A little bit heavy on the wonky improvements in oil extraction in South America. Necessary, good, but not the "big picture"

Tar sands? Expensive and only "500,000" barrels per day in "2007".

The best line in the article, mostly because it's so absent elsewhere, is the comment "A key to Russia's production surge is a change in mentality." I'd add to that a communist mentality of being paid now (taxes, bribes), a lack of not capitalism, but a capitalist mentality (at least as it should be!)

The Sakhalin deal, which is for Japan, and will replace OPEC resources, was pushed thru right after 9/11. For years the local bureaucrats finangled over contracts, taxes, and the like.

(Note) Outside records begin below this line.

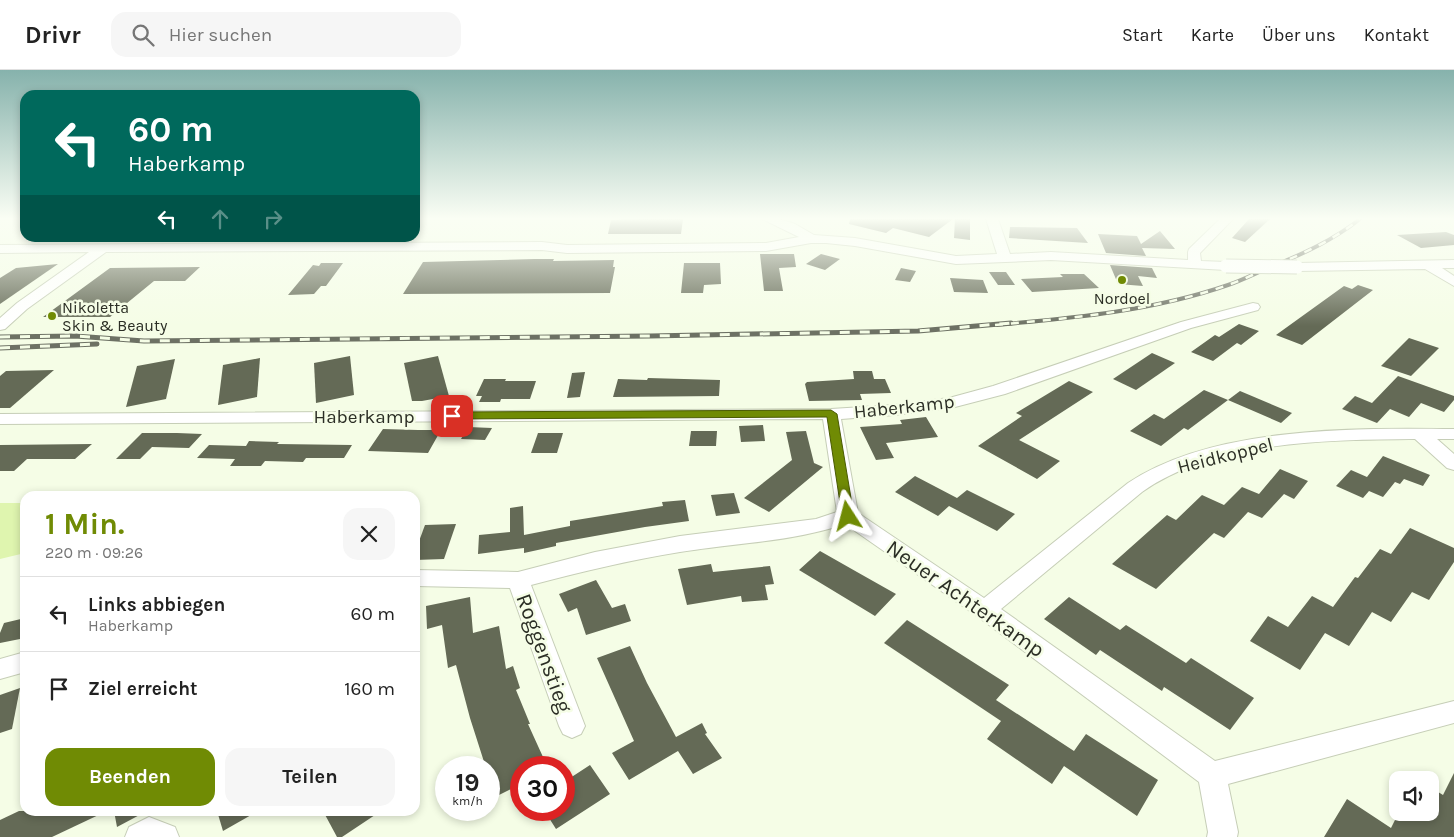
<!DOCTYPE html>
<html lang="de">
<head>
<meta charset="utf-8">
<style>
  body { margin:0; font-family:Karla,sans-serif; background:#f6f6f6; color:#222; height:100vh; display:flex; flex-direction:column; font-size:19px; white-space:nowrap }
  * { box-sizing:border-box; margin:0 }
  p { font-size:16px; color:#767676 }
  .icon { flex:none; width:28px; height:28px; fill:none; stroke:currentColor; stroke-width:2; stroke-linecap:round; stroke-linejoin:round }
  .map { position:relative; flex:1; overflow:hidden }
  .panel { position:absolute; left:20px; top:421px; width:400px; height:325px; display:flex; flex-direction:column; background:#fff; border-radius:15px; box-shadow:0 2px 8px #0003 }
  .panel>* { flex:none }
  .guide { position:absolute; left:20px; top:20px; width:400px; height:152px; border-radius:15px; box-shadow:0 2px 8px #0003; background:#00695c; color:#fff; overflow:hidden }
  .controls { position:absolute; left:1389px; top:701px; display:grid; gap:10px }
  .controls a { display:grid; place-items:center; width:50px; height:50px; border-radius:10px; background:#fff; box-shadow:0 2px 8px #0003; font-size:25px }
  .speed { position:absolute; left:435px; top:686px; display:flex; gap:10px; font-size:25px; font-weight:700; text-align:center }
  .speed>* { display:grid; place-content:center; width:65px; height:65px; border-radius:50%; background:#fff; box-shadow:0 2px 8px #0003; line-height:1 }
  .speed small { font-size:12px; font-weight:400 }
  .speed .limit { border:8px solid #d22; background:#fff; color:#111 }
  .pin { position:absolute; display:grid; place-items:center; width:42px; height:42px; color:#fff; margin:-21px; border-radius:10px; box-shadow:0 2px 8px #0006 }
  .me { position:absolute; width:55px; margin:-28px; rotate:351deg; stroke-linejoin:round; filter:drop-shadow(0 0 4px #0008) }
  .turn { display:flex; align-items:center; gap:18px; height:105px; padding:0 25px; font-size:22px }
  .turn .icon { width:65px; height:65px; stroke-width:2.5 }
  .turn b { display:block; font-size:35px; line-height:42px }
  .lanes { display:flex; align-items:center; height:48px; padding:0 25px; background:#0003; justify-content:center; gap:25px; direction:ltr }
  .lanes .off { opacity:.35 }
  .round { display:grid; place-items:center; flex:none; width:52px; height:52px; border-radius:15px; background:#f6f6f6 }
  .head { display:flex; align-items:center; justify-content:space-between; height:85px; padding:0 25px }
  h1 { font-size:30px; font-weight:700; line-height:38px; color:#708b04 }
  .action { display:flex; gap:10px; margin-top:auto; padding:10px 25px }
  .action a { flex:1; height:58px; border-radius:15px; background:#708b04; color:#fff; font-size:20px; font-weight:700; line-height:58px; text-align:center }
  .action a+a { background:#f6f6f6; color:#222 }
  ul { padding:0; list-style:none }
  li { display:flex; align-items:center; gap:15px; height:75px; padding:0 25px; border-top:1px solid #e0e0e0 }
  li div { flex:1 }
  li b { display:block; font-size:19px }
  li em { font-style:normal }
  header { display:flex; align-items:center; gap:30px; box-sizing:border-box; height:70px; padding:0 25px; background:#fff; border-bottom:1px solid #e0e0e0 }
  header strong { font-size:24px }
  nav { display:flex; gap:28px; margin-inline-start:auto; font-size:18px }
  .search { width:350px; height:45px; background:#f6f6f6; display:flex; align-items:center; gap:12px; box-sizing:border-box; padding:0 18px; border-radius:15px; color:#767676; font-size:19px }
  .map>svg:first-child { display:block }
  .green { fill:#dff5af }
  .building { fill:#646a56 }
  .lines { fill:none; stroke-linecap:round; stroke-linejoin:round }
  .minor-casing { stroke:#c6ceb7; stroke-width:2 }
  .minor { fill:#fff; fill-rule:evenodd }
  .rail-far1-casing { stroke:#6d7164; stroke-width:4 }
  .rail-casing { stroke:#6d7164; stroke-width:5 }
  .rail-far1 { stroke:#f5fde6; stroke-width:2.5; stroke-dasharray:8; stroke-linecap:butt }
  .rail { stroke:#f5fde6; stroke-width:3; stroke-dasharray:10; stroke-linecap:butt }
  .minor-bridge-casing { stroke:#c6ceb7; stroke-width:15; stroke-linecap:butt }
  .minor-bridge { stroke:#fff; stroke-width:13 }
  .route { fill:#708b04; stroke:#495a03 }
  .poi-dot { fill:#708b04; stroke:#f5fde6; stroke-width:2 }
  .labels { text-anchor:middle; stroke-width:5; stroke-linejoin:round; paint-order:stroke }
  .far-poi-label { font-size:16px; fill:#2b2e25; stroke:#f5fde6 }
  .street-label { font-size:19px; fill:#2b2e25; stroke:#f5fde6 }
  .near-street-label { font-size:22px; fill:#2b2e25; stroke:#f5fde6 }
</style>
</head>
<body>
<header>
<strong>Drivr</strong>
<div class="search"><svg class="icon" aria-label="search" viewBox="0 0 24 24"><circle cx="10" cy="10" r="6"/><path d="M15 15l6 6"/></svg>Hier suchen</div>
<nav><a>Start</a><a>Karte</a><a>Über uns</a><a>Kontakt</a></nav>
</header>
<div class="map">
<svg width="1454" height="767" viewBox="0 0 1454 767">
  <rect width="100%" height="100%" fill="#f5fde6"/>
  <path class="green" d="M25 433V483L0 489V433Z"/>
  <g class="building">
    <path d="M639 149H683L681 164H608L611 150Z"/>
    <path d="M850 149H953L929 167 893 158 886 163 849 154Z"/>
    <path d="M955 149H970V170L954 168Z"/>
    <path d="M1249 149H1270L1245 172 1232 168Z"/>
    <path d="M1010 157 1077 158 1088 173 1009 168Z"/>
    <path d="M1160 161 1175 179 1142 178 1146 186 1106 183 1098 164 1137 166 1141 174Z"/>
    <path d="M1446 162 1454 165V175L1421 178 1397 165Z"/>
    <path d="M760 184H794L796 197 779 198 783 221H764Z"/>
    <path d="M821 184 840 189 825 200 806 194Z"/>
    <path d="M535 189H554L553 191 614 190 613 197H615L610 223 403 224 423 192Z"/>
    <path d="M321 193H343L326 216H321L314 224 288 225 313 195 319 196Z"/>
    <path d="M684 193H720L721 214 704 215 703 223H681Z"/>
    <path d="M58 194 0 234V208L16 198Z"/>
    <path d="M1110 195 1152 198 1157 208 1138 206 1143 216 1118 214Z"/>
    <path d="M200 197 185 211H154L110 247H43L110 198Z"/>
    <path d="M901 198 916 201 910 212 895 210Z"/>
    <path d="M989 202H1006L1015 215H998Z"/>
    <path d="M1060 204H1084L1099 218 1032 222 1021 209 1063 207Z"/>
    <path d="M950 208 983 210 988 223 954 222Z"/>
    <path d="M1358 215 1373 220 1302 275 1276 265 1344 216 1352 219Z"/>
    <path d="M1239 254 1259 261 1241 275 1237 273 1213 291 1191 282 1215 265 1219 267Z"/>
    <path d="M1409 268 1439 278 1411 306 1381 296Z"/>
    <path d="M1152 283 1175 293 1136 320 1113 309Z"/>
    <path d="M350 286 354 325 316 333 314 293Z"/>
    <path d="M438 286 449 326 422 331H412L404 293Z"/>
    <path d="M260 288 257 327 218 335 223 295Z"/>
    <path d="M175 289 166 329 126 337 137 296Z"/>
    <path d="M54 300 10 338H0V306L6 301Z"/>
    <path d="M853 301H872L874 309H885L891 323 860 324 862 330 809 331 805 314 807 312 854 309Z"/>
    <path d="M585 302 580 327 567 328 572 303Z"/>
    <path d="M1398 306 1454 326V330L1444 342 1421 333 1409 347 1390 339 1377 353 1342 339 1355 326 1372 333Z"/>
    <path d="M648 308 720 310 719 326 613 327 618 309 647 310Z"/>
    <path d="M484 309H506L505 311H536L530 329H501L500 332H479L482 326H476Z"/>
    <path d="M1069 311 1093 322 1019 370 1060 391 1037 409 978 376 1022 346 1016 343Z"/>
    <path d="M1204 320 1228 330 1188 360 1184 358 1161 376 1130 361 1154 344 1164 349Z"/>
    <path d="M1240 321 1292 343 1281 353 1228 330Z"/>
    <path d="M926 347 938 367 886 373 894 388 876 390 860 357 902 354 900 350Z"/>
    <path d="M763 355 765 371 741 372 739 356Z"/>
    <path d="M468 357 492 358 485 370 461 369Z"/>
    <path d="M383 359 418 360H441L428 383 368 381Z"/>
    <path d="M691 361H717L716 376H689Z"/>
    <path d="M806 361 814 393 823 397 769 442 744 428 792 390 786 362Z"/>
    <path d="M142 363H177L202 364 189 378 152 377 140 389H116Z"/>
    <path d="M538 363H563L557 383H531Z"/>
    <path d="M249 371 279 372 277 374 352 375 344 388H306L303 392 265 391 261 396H230L235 389 197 388 209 375 246 376Z"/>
    <path d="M92 374 75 389H27L14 401H0V375Z"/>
    <path d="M1383 386 1430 405 1423 416 1404 409 1400 414 1395 412 1383 427 1369 421 1363 428 1336 416 1351 400 1367 407Z"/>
    <path d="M1280 399 1308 411 1294 429 1284 424 1262 448 1248 442 1224 468 1214 463 1156 519 1112 494 1167 445 1176 450 1202 425 1224 435 1242 417 1259 424Z"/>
    <path d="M915 406 957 428 967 420 1015 444 997 461 949 436 938 446 895 422Z"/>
    <path d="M734 423 740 443 716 446 711 425Z"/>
    <path d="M685 430 689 451 645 457 556 473V476L524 483V478L478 484 479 465 510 462V438L523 436 524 465 570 456V451L663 436 662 432Z"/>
    <path d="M456 454 444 489 415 490V482L425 455Z"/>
    <path d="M1410 458 1454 478V492L1429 530 1412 522 1391 552 1372 542 1349 576 1325 563 1300 600 1250 571 1268 546 1288 557 1312 526 1333 537 1355 507 1358 508 1380 479 1391 484Z"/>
    <path d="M820 481 857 502 896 524 875 546 799 500Z"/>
    <path d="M711 494 713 502 770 496 774 514 765 515 768 530 742 532 741 526 687 535 678 499Z"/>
    <path d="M596 510 612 538 625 534 631 551 586 565 577 538 568 542 559 524Z"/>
    <path d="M470 527 473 563 499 556 506 599 513 596 520 618 516 620 530 654H528L548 698H521V714L489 730V698H486L470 648 456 595 448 598 442 555 427 559 426 536Z"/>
    <path d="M1069 527 1120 560 1126 555 1186 593 1191 588 1254 628 1230 660 1164 617 1162 621 1100 580 1096 585 1044 549Z"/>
    <path d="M25 548V568L0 573V563L4 553Z"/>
    <path d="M907 550 1009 615 996 630 1074 681 1086 664 1158 710 1137 746 1064 696 1052 714 987 669 1001 651 884 573Z"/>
    <path d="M630 576 647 613 676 667 702 653 707 663 705 664 722 688 693 704 678 681 629 710 612 683 634 671 597 588Z"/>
    <path d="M20 618 12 659 0 663V625Z"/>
    <path d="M590 695 610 724 556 759 544 740H564V712Z"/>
    <path d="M1454 703V767H1324L1347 729 1391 758 1399 742H1430V717L1443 725Z"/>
    <path d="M19 741H107L52 767H0V750Z"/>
    <path d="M114 741H147L117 757Z"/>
    <path d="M217 741H258L223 761Z"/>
    <path d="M323 741H381L342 767H337Z"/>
  </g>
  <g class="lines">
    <g class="minor-casing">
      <g id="minor">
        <path d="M762 149H779L795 154 814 165 855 168 956 186 997 184 986 149H998L1010 184 1051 182 1188 190V182L1189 179 1220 149H1233L1200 183 1201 191 1226 192 1233 196 1226 200 1051 190 956 194 855 176 826 173H811L766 181 567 183 542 180 106 182 27 239 5 259 0 260V248L17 233 89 182 0 183V175L542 172 567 175 766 173 799 167Z"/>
        <path d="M1454 190V198H1442L1454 206V216L1425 199 1297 201 1290 197 1297 193Z"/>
        <path d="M1253 233 1258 234 1260 237 1258 240 1191 258 1005 324 955 337 895 345 841 349 858 443 984 528 1128 413C1213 356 1355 358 1454 359V369H1437L1454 384V400L1447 398 1415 369C1328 370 1216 370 1142 422L1001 539 1215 691 1454 631V653L1228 714 1238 762 1237 767H1207L1208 762 1199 712 977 546 845 454C792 472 735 473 680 482 630 490 580 502 531 515L585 656 581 664 572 668 563 664 559 656 510 518 415 516V500L518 502 595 482 680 466 816 449 837 442 823 349 0 354V344L831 339 895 335 949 328 993 316 1181 252Z"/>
        <path d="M25 582V602L0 609V589Z"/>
        <path d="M149 747 175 757 179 767H125L129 757Z"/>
      </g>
    </g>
    <use href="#minor" class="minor"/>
    <g class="rail-far1-casing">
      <path id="rail-far1" d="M995 255C1073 248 1153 241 1228 215 1243 210 1258 202 1273 196 1305 183 1333 170 1360 149"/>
    </g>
    <g class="rail-casing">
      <g id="rail">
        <path d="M0 267 75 266 144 271 650 266 918 261 1011 253"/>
        <path d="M0 278 97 274"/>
      </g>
    </g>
    <use href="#rail-far1" class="rail-far1"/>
    <use href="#rail" class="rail"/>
    <g class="minor-bridge-casing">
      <path id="minor-bridge" d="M1226 196 1297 197"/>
    </g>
    <use href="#minor-bridge" class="minor-bridge"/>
  </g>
  <linearGradient id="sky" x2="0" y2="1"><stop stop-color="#86b2ac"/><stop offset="0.58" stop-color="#fafef4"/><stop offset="1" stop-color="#fafef4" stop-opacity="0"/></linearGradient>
  <rect width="1454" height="256" fill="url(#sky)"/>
  <path class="route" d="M831 340 837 344 854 446 848 450 842 446 827 347 452 349 446 346 452 342Z"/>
  <g class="poi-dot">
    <circle cx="1122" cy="210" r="5"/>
    <circle cx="52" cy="246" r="5"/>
  </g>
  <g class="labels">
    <g class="far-poi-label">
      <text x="1122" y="234">Nordoel</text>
      <text x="62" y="243" text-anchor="start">Nikoletta<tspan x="62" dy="18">Skin &amp; Beauty</tspan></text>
    </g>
    <g class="street-label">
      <text transform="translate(904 336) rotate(-6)" y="7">Haberkamp</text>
      <text x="364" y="353">Haberkamp</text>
      <text transform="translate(1225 385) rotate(-14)" y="7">Heidkoppel</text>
    </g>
    <g class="near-street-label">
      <text transform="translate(966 528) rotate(35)" y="8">Neuer Achterkamp</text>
      <text transform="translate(545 583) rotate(70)" y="8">Roggenstieg</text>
    </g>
  </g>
</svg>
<div class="controls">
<a><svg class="icon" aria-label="sound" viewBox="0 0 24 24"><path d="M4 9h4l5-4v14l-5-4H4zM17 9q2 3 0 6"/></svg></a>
</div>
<div class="speed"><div>19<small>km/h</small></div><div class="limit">30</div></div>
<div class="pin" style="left:452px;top:346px;background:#d93025"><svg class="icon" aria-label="arrive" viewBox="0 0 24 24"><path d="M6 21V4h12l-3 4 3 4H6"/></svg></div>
<svg class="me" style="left:848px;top:446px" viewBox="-20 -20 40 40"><path d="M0-17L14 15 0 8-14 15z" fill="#708b04" stroke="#fff" stroke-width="4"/></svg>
<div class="guide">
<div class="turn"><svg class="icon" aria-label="left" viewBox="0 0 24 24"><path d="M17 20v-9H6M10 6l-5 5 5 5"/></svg><div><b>60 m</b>Haberkamp</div></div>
<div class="lanes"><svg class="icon" aria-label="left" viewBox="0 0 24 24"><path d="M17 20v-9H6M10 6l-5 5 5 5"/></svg><svg class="icon off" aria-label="ahead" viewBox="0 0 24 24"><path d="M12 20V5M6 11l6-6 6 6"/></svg><svg class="icon off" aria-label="right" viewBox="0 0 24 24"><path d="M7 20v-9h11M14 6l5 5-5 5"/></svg></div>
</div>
<section class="panel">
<div class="head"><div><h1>1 Min.</h1><p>220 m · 09:26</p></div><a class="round"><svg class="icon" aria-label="close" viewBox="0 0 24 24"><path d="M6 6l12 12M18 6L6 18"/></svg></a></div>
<ul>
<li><svg class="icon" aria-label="left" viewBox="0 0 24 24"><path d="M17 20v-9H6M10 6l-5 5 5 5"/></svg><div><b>Links abbiegen</b><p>Haberkamp</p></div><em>60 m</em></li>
<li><svg class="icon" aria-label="arrive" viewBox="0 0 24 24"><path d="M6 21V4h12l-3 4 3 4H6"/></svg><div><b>Ziel erreicht</b></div><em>160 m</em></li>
</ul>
<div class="action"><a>Beenden</a><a>Teilen</a></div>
</section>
</div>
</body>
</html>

Where is Central Asia in this article? The Capsian, the lines now being built through Turkey, etc.? Perhaps avoided because that oil and gas will go to Europe (and still effecting the world's markets, though). But he does talk about "gas" as "future promise". And a "liquid" scheme in Asia. I hate to break the news to this guy, but a big chunk of vehicles in Italy and Pakistan, among others, run straight off Natural Gas. So do buses, etc. in our country. In that regard I think this writer is an oil-biased writer. Electricity plants in California are converting to natural gas in apparently a big rush.

As you've said, the target is to use both oil and gas as much as possible to lower prices in general. And natural gas is a more efficient source than oil for hydrogen for fuel cells.

Interesting article in some specifics, but I think we get a bigger picture at FR. Anyway, it's just one article. You're right about the article on AA. That guy is great. I'll have to reread it about Hillary - did it explain why she cast the lone nay vote?